Они обнялись, оба крепкие, рослые, темноволосые. Порода, как с удовольствием отметила бы мама, будь она жива. Возраст лишь добавил старику седины и морщин, тело по-прежнему оставалось мощным и крепким. Молодой был чуть изящнее в костях, но сила и гибкость, которая с годами только заматереет, в нем уже ощущались.

Они были очень похожи все: Кирилл, его дед и покойная Алина.

– Прости меня, мой мальчик. Расслабился.

Дед отпихнул от себя внука, тот послушно уселся на место. Старик достал белоснежный платок из кармана летних штанов, вытер породистое лицо, которое, невзирая на морщины, все еще оставалось привлекательным. Сел снова в свое кресло.

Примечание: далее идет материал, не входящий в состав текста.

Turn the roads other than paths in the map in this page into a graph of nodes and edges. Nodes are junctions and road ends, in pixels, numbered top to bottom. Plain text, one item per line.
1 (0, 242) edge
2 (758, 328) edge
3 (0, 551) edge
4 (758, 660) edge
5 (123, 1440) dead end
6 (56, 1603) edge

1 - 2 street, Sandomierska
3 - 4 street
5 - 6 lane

Пригубил остывающий в чашке чай, зажевал печеньем.

– Масло и сыр надо убрать в холодильник, – как ни в чем не бывало проворчал он, швырнул пакеты Кириллу на коленки, скомандовал: – Отнеси.

Тот отнес в холодильник масло, сыр. Подивился, что у деда на полках множество каких-то кастрюлек, сотейников, накрытых мисок. Готовит, молодец. Вернулся на веранду. В том, что дед сейчас станет его допрашивать, он почти не сомневался. И точно, дед встретил его вопросом:

– За что?

– Ударил, что ли?

– Не включай дурочку, Кира! – прикрикнул дед строго. – Ну!

– Он женился, дед. Тайно. На Волковой тете Тане. – Кирилл еле выговорил, так противно было произносить все это вслух.

– Ух ты! – Дед едва заметно качнул головой, глаза остекленели, уставившись Кириллу в переносицу. – Молодец Гена. Что же нас на свадьбу-то не пригласил?

– Так свадьба-то, дед, случилась пять лет назад!

– Да ладно! Пять лет назад?? Так, погоди, погоди, а Серега Волков?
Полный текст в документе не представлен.